**Task to complete**
In the data, find the word "Left" and copy out every line that has it.

Stored items from a collection:
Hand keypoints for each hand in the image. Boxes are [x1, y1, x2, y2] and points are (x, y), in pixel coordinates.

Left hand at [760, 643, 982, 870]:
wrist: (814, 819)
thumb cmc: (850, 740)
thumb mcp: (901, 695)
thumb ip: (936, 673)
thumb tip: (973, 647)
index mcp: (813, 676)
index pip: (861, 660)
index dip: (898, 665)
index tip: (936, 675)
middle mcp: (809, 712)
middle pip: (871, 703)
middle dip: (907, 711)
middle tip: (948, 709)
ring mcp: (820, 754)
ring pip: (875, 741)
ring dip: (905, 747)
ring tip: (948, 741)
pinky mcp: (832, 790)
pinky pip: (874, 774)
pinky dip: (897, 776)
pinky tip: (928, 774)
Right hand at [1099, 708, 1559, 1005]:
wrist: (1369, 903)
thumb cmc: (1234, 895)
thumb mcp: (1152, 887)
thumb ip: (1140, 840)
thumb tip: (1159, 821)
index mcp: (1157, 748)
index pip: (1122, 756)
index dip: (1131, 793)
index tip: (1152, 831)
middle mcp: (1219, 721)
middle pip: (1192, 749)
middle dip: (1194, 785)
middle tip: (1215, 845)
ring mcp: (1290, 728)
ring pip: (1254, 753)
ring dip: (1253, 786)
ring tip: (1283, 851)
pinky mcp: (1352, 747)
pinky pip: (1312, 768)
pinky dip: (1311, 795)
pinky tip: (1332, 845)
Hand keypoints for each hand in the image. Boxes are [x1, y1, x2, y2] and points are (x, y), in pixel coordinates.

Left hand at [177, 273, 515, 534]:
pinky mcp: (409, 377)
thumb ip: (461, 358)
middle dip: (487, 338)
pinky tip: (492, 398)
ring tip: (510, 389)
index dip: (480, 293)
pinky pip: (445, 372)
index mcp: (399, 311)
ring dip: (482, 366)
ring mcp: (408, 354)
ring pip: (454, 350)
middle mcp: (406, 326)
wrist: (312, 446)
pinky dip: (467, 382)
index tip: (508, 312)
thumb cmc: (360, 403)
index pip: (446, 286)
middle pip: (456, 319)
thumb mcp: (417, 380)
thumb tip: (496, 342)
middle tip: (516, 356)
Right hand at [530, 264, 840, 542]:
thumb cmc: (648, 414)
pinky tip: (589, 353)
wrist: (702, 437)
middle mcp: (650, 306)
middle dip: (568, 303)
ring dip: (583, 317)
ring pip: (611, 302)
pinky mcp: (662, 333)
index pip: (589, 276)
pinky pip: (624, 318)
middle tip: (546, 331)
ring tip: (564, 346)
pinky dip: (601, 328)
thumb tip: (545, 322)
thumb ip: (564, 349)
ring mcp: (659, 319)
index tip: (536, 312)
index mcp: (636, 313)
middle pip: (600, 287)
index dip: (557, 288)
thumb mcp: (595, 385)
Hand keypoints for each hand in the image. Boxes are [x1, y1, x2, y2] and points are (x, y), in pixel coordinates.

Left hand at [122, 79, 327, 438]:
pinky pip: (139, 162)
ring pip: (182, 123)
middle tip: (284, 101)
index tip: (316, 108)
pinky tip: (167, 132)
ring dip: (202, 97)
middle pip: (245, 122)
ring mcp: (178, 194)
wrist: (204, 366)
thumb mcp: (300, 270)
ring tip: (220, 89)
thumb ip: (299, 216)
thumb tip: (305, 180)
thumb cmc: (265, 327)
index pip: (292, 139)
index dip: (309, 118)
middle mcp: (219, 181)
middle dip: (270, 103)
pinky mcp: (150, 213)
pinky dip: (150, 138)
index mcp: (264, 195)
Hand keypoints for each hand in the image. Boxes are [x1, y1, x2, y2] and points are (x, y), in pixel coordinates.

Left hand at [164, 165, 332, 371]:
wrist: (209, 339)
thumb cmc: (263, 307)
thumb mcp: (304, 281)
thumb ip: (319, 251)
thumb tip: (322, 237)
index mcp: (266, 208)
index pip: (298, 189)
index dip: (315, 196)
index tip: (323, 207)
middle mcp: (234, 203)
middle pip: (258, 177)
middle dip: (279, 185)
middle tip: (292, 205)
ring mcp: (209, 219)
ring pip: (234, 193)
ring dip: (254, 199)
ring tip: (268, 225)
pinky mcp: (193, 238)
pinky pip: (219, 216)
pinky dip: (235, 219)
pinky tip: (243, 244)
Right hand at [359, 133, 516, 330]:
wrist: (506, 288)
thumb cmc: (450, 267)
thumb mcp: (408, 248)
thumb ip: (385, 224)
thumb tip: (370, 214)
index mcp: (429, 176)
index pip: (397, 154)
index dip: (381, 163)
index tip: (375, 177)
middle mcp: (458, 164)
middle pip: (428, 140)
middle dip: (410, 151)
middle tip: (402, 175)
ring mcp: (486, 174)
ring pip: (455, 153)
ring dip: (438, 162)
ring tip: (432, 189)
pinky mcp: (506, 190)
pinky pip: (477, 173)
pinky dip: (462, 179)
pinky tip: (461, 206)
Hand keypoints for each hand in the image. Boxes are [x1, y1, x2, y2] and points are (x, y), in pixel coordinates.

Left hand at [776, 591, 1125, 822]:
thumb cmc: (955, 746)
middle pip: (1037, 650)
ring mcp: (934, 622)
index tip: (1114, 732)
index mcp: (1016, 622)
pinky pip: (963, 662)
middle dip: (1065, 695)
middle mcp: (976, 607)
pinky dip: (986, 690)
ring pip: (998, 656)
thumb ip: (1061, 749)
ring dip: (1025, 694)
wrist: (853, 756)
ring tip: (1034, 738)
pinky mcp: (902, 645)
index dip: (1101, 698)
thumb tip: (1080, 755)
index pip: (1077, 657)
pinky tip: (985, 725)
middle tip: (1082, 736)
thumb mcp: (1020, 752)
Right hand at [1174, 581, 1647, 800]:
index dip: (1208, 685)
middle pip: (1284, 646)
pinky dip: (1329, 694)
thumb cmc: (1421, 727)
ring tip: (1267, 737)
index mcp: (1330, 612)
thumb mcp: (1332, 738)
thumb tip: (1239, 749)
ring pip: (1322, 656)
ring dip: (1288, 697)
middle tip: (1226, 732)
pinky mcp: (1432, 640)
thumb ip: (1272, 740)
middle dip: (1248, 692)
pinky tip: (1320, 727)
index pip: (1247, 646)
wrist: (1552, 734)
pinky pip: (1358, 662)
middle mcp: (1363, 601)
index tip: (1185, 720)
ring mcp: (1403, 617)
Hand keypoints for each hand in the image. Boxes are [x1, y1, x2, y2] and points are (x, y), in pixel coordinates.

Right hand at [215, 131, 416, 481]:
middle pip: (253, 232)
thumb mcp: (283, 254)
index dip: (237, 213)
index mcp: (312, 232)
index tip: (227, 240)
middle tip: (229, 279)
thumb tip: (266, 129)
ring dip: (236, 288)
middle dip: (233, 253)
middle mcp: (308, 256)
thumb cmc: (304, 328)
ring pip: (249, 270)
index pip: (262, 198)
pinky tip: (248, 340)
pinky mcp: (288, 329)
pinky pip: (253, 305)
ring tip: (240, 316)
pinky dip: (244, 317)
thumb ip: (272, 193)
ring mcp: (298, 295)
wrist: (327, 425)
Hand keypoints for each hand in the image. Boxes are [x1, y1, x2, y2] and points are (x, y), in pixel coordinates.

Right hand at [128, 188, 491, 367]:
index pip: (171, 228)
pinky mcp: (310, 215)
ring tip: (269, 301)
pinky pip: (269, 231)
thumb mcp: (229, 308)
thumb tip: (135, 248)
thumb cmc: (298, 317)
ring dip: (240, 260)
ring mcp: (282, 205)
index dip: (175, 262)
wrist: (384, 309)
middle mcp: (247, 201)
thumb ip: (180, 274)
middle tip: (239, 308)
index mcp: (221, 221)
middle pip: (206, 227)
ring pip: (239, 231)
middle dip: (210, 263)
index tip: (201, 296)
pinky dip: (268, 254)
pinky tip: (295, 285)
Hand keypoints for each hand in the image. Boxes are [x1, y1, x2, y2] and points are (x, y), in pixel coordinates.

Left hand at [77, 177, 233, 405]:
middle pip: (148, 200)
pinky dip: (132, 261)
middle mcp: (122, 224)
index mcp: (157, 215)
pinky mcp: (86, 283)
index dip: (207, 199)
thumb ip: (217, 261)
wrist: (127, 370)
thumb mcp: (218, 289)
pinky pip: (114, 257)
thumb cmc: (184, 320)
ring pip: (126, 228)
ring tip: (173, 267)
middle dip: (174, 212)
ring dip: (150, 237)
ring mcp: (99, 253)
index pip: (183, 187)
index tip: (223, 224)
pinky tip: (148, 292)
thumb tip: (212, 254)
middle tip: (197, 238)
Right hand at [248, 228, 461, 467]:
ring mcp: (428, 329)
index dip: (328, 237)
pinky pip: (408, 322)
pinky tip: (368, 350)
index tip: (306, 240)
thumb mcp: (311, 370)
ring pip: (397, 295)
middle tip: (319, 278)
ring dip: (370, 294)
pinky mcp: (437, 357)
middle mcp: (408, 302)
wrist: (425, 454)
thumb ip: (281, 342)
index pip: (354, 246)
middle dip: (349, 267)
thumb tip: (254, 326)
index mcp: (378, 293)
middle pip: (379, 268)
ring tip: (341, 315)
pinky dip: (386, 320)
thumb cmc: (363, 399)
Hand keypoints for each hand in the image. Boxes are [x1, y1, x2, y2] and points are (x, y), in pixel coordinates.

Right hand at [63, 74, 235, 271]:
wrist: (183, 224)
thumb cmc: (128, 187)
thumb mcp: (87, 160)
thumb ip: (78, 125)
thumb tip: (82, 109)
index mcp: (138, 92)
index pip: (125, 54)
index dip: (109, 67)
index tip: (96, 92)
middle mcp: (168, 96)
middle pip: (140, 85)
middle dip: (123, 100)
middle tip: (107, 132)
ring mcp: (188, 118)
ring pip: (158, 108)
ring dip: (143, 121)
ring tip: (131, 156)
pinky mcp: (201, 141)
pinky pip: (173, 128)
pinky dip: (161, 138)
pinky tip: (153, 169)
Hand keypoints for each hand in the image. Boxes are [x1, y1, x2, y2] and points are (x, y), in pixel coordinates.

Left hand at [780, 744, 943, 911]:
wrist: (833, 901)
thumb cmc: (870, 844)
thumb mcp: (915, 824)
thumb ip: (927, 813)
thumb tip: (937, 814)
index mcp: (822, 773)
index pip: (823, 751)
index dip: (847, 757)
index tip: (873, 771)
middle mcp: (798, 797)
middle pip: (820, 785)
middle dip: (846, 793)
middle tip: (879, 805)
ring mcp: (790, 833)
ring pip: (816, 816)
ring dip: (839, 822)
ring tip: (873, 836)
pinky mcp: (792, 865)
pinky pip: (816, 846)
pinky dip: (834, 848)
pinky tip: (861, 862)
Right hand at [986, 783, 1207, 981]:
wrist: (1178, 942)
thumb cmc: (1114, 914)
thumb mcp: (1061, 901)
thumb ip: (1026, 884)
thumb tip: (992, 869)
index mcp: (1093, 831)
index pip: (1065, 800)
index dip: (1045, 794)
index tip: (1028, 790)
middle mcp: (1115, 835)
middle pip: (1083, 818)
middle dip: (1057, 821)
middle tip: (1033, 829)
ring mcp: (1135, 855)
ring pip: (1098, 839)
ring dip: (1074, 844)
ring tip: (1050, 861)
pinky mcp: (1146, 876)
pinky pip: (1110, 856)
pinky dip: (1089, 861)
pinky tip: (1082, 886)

**Written answer**
Left hand at [760, 643, 982, 870]:
Left hand at [177, 273, 515, 534]:
Left hand at [122, 79, 327, 438]:
Left hand at [164, 165, 332, 371]:
Left hand at [776, 591, 1125, 822]:
Left hand at [77, 177, 233, 405]:
Left hand at [780, 744, 943, 911]:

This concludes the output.